▶ **Exercise**
If a line in the records below contains the word "Giroux", return that line.

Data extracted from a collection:
== Segment start ==

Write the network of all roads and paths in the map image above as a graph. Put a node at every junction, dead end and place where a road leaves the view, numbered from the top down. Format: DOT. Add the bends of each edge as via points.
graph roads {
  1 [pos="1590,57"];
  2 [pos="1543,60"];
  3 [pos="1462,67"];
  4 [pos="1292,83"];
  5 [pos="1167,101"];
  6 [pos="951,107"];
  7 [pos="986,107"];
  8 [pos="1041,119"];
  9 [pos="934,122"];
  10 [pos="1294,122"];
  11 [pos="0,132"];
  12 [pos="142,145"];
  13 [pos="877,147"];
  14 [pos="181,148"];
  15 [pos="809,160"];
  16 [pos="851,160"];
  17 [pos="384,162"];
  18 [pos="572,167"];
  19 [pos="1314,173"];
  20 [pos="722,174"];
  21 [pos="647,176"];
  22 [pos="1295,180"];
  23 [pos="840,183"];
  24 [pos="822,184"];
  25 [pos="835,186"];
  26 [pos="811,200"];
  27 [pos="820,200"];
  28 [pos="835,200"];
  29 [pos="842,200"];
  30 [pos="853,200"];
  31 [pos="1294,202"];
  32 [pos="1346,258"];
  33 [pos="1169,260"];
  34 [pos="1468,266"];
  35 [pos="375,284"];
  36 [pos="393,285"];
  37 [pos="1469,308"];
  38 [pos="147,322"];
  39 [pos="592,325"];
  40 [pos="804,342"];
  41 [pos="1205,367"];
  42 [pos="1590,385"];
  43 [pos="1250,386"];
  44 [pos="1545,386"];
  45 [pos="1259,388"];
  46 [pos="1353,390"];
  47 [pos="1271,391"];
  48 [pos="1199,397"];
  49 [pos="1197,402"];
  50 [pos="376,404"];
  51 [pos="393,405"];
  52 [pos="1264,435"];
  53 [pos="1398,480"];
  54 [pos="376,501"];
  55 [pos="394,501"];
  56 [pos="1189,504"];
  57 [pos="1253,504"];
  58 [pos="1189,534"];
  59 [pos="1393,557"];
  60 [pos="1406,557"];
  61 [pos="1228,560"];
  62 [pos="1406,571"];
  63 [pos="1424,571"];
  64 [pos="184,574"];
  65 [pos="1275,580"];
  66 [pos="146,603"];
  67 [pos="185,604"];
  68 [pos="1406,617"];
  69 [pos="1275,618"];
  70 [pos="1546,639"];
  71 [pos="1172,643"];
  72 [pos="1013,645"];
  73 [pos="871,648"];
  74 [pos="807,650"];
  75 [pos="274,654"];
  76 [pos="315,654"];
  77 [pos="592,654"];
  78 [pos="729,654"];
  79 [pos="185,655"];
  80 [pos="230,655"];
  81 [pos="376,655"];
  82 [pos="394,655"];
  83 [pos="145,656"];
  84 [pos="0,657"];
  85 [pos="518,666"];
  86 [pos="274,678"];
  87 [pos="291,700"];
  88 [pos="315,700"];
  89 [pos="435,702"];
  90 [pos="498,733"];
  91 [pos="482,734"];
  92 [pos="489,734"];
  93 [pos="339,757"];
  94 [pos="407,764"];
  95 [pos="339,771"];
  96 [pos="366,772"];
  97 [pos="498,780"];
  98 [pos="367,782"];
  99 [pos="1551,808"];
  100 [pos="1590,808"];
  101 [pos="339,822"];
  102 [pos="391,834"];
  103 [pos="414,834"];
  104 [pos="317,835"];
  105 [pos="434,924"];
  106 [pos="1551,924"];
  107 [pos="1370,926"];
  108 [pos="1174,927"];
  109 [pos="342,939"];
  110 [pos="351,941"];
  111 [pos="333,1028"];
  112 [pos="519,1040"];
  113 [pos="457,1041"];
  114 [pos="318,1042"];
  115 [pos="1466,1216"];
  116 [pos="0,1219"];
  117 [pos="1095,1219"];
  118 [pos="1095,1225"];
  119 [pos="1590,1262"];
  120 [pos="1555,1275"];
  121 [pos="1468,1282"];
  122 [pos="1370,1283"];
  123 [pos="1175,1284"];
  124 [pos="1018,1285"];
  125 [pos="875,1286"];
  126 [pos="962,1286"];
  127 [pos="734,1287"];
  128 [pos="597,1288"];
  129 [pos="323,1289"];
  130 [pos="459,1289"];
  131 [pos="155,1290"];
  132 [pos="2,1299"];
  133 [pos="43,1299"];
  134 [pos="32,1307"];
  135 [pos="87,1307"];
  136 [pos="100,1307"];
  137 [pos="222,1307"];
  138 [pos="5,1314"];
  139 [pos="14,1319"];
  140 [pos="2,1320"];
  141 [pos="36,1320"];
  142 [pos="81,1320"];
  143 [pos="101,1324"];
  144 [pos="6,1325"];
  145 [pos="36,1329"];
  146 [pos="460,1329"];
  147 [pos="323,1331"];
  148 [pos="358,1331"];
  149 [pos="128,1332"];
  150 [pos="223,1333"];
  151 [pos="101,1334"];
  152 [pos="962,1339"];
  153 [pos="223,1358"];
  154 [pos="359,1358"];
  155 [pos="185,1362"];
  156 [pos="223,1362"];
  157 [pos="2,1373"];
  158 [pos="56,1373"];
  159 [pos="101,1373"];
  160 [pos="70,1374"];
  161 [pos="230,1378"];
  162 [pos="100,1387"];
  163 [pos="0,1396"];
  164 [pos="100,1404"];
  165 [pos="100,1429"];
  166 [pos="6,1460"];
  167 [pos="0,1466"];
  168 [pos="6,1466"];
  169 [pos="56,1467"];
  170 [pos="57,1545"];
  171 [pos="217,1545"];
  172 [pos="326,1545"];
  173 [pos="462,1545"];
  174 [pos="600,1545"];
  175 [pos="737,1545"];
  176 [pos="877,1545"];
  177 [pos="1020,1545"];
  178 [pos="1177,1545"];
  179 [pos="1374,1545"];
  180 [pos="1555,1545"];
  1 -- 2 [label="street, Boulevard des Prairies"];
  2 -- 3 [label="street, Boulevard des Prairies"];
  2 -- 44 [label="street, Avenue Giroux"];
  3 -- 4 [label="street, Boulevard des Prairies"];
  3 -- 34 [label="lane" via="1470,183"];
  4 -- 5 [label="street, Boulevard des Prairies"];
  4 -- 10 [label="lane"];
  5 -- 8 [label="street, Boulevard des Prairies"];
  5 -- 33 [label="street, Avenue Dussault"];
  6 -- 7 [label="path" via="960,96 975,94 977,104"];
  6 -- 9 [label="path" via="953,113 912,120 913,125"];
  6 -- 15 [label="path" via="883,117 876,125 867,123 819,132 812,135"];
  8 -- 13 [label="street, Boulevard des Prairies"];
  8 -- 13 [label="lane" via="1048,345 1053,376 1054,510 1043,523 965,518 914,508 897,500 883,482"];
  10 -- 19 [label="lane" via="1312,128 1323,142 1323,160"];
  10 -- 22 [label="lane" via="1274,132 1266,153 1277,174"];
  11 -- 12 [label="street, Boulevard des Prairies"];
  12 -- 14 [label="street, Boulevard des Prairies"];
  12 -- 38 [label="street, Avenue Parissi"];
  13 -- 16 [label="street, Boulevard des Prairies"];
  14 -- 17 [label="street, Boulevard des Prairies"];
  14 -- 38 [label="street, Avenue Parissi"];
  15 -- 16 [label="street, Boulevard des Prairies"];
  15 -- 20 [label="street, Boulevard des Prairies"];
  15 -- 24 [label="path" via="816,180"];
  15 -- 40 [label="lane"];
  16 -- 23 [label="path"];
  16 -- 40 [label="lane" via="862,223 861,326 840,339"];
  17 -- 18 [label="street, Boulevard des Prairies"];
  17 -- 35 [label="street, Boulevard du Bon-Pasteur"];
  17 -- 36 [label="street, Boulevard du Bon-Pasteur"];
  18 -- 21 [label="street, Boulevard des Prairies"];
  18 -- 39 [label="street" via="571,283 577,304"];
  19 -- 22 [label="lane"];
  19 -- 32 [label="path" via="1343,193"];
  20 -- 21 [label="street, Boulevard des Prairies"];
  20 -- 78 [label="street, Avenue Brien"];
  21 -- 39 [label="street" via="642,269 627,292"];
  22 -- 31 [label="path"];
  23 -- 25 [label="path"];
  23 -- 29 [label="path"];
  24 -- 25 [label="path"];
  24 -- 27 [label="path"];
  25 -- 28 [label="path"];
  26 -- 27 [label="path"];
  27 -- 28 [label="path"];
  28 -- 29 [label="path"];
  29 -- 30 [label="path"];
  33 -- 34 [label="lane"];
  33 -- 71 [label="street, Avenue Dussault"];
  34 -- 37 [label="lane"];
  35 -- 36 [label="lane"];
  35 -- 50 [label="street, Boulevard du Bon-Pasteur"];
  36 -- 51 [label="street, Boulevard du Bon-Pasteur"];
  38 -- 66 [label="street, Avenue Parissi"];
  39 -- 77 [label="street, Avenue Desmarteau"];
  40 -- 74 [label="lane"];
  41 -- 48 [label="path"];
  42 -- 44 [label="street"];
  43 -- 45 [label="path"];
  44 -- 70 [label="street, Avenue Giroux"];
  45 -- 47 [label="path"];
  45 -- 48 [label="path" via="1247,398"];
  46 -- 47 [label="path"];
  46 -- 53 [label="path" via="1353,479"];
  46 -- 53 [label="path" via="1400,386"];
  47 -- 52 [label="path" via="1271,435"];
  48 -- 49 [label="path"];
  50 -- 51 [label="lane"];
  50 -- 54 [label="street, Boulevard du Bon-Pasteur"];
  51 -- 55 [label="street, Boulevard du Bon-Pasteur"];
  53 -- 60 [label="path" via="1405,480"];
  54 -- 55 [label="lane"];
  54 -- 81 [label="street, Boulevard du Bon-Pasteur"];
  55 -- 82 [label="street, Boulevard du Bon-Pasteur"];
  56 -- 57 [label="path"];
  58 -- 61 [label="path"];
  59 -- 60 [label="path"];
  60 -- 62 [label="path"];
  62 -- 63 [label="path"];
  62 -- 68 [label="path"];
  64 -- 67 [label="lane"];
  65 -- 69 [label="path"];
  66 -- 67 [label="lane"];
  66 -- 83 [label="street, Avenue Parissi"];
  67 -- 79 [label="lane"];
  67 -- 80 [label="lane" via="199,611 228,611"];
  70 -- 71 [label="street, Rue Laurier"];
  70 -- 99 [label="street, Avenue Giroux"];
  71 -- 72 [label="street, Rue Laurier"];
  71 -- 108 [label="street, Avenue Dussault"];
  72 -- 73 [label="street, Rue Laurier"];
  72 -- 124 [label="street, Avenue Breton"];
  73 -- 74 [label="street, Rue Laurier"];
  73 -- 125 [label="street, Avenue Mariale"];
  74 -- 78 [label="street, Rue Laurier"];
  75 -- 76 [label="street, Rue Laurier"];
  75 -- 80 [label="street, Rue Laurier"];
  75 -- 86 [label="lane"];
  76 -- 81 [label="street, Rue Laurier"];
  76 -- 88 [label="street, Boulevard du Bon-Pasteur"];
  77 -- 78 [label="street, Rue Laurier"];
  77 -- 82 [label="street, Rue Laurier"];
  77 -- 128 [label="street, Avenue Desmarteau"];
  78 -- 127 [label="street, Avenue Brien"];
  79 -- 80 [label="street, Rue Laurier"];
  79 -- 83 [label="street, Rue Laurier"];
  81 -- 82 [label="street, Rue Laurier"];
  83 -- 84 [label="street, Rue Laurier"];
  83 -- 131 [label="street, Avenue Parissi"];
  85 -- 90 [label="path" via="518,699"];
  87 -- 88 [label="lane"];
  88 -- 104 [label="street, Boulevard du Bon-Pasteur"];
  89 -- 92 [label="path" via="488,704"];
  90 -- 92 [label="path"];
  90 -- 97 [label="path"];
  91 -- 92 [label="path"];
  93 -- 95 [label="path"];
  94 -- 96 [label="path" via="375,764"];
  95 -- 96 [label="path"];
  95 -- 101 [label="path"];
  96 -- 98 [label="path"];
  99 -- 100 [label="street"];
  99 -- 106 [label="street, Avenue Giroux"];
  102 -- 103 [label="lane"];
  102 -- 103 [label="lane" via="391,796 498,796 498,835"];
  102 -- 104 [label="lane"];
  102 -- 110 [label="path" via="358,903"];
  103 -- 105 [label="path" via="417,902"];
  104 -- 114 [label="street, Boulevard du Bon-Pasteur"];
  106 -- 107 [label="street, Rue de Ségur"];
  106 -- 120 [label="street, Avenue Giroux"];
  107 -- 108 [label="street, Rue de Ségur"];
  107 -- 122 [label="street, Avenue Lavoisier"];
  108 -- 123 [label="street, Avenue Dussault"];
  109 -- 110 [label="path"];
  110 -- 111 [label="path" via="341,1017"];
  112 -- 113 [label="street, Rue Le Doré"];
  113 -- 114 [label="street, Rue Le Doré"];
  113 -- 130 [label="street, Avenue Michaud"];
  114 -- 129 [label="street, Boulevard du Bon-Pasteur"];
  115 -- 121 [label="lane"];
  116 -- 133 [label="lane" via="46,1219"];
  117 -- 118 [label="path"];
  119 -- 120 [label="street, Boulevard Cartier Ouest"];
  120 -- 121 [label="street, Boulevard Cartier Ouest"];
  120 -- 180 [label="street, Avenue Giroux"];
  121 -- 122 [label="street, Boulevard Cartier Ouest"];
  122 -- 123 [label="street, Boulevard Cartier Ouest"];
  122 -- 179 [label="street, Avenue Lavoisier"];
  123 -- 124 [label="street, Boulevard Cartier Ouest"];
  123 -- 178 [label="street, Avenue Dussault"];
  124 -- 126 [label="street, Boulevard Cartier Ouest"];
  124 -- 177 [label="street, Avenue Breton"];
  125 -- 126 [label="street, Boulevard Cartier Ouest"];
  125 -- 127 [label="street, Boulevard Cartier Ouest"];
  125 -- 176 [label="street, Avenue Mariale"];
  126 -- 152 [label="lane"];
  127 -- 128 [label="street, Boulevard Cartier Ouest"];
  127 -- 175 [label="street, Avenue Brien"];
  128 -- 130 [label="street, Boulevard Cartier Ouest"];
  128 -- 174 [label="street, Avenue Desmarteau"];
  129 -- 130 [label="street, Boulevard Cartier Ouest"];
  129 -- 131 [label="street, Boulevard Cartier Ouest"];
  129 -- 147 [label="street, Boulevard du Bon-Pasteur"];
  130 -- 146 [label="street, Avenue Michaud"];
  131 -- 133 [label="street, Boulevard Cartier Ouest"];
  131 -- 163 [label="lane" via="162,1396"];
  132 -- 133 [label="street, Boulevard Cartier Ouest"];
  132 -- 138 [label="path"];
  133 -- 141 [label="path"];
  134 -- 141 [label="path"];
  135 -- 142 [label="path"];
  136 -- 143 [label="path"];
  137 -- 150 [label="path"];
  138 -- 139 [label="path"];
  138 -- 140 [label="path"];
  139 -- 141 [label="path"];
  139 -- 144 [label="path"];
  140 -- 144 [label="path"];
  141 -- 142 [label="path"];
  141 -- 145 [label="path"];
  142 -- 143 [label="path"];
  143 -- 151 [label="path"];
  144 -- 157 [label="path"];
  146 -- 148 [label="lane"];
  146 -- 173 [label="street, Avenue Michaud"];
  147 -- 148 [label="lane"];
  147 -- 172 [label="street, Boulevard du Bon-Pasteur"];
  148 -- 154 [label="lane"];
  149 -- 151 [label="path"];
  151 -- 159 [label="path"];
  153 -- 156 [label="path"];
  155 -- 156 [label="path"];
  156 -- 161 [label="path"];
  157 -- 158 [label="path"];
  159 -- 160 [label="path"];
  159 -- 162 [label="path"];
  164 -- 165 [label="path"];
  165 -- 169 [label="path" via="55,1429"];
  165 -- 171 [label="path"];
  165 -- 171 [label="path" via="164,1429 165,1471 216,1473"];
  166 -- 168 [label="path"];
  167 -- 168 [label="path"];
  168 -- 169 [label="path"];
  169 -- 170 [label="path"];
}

== Segment end ==

▶ **Answer**
  2 -- 44 [label="street, Avenue Giroux"];
  44 -- 70 [label="street, Avenue Giroux"];
  70 -- 99 [label="street, Avenue Giroux"];
  99 -- 106 [label="street, Avenue Giroux"];
  106 -- 120 [label="street, Avenue Giroux"];
  120 -- 180 [label="street, Avenue Giroux"];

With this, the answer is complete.